Scénario et dialogues de Marie Vien
A-t-il vraiment fallu dix ans, comme le relate Marie Vien forte de sa très grande expérience politique, pour écrire un scénario aussi fabuleusement véridique aux répliques tranchantes au quart de tour ? Avouera-t-elle plutôt combien de rejets d’organismes subventionnaires machos elle a dû endurer au cours de ces années ? Toujours est-il que grâce à elle, nous sommes en face d’une immense réussite. L’intrigue : une créatrice de magazine de mode (Marie-Pier Morin), accompagnée de son habile agent (Paul Ahmarani), est happée par la politique d’un Premier ministre retors (inégalable Gilbert Sicotte) désirant rajeunir son image, afin de contrer les ambitions d’un ministre des Finances, David LaHaye, aussi transcendant dans ce rôle que dans celui, à l’opposé, du film saisissant Confessions de Luc Picard; LaHaye incarne un froid représentant de l’establishment néo-libéral prêt à jouer l’ultime carte d’émotion tirée de son enfance (toujours gagnant, n’est-ce pas ?). Sa puissance se joue des commentaires d’abord désabusés de Benoît Brière superbe en contre-emploi, qui devient moins calculateur au long de l’intrigue, alors qu’Antoine Bertrand est un chef de l’opposition plus vrai que vrai : on croirait voir Jean Garon ressuscité.

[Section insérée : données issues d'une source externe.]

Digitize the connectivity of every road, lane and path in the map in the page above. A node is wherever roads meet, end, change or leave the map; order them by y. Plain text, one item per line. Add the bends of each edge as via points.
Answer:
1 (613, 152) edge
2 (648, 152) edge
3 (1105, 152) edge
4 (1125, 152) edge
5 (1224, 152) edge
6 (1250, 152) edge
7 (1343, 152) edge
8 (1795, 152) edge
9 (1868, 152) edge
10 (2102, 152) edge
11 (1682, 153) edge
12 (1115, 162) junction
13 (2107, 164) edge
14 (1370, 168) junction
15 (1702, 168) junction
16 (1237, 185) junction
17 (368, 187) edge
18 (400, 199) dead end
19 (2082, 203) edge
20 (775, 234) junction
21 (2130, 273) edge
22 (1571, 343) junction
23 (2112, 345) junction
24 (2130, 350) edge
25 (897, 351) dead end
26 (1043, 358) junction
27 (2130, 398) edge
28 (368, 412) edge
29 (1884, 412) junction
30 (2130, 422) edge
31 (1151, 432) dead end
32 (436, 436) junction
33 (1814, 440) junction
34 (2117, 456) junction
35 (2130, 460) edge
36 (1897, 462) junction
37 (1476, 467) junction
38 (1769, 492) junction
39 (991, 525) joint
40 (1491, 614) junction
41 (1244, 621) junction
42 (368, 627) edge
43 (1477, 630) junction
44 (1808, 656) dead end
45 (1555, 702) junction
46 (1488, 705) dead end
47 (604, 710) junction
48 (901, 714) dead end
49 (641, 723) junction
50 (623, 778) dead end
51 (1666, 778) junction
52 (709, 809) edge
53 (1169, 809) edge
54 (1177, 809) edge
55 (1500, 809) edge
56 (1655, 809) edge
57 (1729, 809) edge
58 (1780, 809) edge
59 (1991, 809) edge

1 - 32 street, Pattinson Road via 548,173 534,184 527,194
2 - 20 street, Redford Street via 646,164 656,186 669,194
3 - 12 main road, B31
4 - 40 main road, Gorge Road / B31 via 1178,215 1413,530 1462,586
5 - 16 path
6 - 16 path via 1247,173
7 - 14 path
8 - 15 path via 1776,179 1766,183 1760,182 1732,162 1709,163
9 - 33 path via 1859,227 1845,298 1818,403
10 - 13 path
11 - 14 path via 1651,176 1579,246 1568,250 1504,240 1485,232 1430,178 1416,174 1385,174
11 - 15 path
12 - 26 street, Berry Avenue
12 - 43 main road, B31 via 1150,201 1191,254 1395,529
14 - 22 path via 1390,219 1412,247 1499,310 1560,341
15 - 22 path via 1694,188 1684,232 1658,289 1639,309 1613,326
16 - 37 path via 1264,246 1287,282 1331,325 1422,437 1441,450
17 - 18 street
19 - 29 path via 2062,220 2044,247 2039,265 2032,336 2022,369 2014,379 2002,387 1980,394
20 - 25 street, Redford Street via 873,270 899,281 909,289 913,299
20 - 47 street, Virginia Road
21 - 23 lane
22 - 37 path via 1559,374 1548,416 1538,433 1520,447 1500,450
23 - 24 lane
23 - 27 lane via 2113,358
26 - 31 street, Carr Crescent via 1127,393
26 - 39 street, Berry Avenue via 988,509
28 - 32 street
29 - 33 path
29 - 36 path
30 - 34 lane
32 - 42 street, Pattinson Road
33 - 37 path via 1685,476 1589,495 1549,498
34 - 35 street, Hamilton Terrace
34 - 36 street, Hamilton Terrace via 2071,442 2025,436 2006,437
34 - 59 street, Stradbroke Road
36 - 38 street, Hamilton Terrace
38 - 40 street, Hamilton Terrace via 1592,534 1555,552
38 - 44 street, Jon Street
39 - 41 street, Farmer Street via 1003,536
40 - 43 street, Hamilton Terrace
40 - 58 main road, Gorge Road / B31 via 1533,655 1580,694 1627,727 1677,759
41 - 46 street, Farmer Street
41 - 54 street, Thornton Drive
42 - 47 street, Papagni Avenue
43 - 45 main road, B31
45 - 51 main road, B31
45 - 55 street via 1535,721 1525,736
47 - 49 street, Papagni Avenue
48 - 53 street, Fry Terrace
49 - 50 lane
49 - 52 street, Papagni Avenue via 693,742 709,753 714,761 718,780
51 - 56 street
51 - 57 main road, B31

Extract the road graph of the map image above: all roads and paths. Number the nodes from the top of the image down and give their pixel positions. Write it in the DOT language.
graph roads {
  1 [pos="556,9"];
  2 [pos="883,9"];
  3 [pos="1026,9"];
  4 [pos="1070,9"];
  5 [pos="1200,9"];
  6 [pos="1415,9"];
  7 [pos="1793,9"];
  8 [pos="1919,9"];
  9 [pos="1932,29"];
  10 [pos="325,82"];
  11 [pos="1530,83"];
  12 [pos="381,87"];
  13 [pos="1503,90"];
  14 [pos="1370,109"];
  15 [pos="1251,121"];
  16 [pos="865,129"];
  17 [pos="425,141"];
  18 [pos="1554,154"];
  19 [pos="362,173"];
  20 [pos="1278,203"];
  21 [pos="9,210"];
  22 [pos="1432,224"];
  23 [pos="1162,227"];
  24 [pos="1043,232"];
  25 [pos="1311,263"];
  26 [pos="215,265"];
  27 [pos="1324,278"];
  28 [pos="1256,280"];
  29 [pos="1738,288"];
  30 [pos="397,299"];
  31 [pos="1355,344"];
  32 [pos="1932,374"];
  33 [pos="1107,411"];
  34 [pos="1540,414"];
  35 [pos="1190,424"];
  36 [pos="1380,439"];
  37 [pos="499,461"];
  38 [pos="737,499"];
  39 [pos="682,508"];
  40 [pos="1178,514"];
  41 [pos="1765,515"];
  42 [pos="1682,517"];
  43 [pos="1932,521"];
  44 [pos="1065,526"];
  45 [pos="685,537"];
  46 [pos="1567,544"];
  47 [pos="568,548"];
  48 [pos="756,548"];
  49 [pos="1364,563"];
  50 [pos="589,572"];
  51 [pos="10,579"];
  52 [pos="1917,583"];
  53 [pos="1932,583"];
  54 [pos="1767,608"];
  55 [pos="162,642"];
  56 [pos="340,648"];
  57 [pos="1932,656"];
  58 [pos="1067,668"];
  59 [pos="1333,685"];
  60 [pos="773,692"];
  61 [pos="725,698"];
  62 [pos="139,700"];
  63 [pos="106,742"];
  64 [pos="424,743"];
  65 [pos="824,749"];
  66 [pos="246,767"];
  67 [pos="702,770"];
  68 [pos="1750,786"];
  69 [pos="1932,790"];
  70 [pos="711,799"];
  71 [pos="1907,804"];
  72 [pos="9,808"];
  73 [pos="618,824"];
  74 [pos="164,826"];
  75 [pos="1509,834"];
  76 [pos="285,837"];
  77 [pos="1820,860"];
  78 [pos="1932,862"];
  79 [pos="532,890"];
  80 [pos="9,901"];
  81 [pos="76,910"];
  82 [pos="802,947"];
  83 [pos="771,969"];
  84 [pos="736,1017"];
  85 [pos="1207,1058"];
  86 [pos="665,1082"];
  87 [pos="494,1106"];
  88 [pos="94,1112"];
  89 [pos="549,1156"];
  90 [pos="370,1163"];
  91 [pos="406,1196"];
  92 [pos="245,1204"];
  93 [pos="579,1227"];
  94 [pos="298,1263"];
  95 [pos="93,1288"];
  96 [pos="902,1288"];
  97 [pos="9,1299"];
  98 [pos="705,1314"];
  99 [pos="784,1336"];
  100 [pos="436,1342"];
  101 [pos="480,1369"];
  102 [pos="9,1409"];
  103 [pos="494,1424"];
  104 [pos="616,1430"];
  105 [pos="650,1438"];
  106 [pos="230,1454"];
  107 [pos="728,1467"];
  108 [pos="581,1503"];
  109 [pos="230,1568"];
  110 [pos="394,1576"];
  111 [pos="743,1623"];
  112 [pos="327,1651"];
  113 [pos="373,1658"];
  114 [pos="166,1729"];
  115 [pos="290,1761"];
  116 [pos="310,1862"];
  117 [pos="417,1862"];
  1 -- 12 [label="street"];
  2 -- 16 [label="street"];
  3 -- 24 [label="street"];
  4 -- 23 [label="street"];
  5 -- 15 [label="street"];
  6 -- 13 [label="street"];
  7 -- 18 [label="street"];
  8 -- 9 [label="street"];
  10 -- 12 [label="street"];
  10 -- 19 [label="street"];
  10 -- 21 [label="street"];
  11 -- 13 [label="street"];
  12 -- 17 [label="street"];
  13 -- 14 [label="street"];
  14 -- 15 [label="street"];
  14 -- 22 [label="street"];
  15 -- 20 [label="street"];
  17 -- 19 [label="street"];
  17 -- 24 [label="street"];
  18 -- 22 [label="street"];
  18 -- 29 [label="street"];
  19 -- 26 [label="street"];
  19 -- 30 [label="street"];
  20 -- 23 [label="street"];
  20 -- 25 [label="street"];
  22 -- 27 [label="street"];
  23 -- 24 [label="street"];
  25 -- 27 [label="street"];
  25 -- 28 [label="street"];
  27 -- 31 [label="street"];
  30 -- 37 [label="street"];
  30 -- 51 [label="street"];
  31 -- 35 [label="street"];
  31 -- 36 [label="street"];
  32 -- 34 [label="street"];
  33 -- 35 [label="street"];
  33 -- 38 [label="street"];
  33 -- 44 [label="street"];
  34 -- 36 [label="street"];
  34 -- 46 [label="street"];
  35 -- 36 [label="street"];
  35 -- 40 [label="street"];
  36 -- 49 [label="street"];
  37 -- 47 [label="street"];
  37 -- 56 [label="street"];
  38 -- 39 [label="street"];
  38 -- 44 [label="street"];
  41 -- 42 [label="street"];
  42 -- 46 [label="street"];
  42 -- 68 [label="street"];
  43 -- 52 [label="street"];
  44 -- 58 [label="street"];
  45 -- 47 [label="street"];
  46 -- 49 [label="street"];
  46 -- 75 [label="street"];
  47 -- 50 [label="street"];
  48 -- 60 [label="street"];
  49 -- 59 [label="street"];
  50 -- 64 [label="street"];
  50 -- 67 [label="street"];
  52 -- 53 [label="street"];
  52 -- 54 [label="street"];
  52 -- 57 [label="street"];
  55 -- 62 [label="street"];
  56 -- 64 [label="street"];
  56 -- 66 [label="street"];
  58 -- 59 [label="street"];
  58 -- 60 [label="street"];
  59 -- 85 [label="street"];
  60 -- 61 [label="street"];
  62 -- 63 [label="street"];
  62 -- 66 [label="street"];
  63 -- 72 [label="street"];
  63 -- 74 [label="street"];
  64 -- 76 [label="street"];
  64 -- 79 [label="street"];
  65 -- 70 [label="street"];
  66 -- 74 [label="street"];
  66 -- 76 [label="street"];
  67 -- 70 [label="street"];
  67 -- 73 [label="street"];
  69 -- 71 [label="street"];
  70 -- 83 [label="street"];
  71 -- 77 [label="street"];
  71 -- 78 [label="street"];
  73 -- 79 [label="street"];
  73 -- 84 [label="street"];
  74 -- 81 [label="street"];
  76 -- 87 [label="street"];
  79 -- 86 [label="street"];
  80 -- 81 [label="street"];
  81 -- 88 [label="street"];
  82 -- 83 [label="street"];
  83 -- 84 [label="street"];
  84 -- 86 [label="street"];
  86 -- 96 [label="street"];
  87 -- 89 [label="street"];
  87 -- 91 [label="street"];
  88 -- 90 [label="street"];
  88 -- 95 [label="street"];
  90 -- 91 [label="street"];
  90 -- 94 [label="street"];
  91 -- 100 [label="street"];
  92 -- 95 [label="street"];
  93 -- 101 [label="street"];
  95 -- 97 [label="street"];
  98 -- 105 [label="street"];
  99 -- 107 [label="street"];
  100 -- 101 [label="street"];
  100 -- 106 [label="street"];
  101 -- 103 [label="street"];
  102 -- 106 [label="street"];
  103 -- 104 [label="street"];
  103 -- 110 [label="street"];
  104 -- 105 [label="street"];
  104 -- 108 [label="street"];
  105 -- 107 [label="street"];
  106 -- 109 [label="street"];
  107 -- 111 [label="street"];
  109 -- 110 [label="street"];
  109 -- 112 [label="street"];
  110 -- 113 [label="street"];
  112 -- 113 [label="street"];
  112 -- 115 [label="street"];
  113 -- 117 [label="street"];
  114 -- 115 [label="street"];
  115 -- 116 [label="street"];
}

Et dans l’envers de la médaille du conte de fée, pour notre appréciation théâtrale comblée :
- Claudia Ferri, l’épouse anglophone élégante au père richissime qui contrôle son mari, le ministre des Finances;
- la journaliste bitch populo, naturellement interprétée par Anne Casabonne;
- le commentateur culturel artificiellement vieilli pour représenter la typique fourberie de larbins du milieu artistique télévisuel, est-ce vraiment Pascal Cameron, méconnaissable? Si oui, quel numéro réussi, y compris le faciès déformé.
Une réalisation de Mariloup Wolfe
On est sans voix devant de telles situations mises en scène avec une imagination débordante, comme la trouvaille de la nouvelle ministre de la Culture photographiée sur un trône, sceptre à la main, en première page d’un magazine HEC avec comme titre « La culture, c’est moi », référence à la phrase attribuée à Louis XIV « l’État, c’est moi ». La photographie d’Yves Bélanger est admirable, les costumes et les décors, y compris au Château Frontenac, nombreux et sensationnels, et la musique de Gonçalvez brille, indissociable du Rameau et des Vivaldi qui s’intercalent, pour représenter avec humour le faste versaillais de notre petite cour parlementaire dont les scènes de confrontations, réalisme oblige, ont été tournées à notre Assemblée nationale !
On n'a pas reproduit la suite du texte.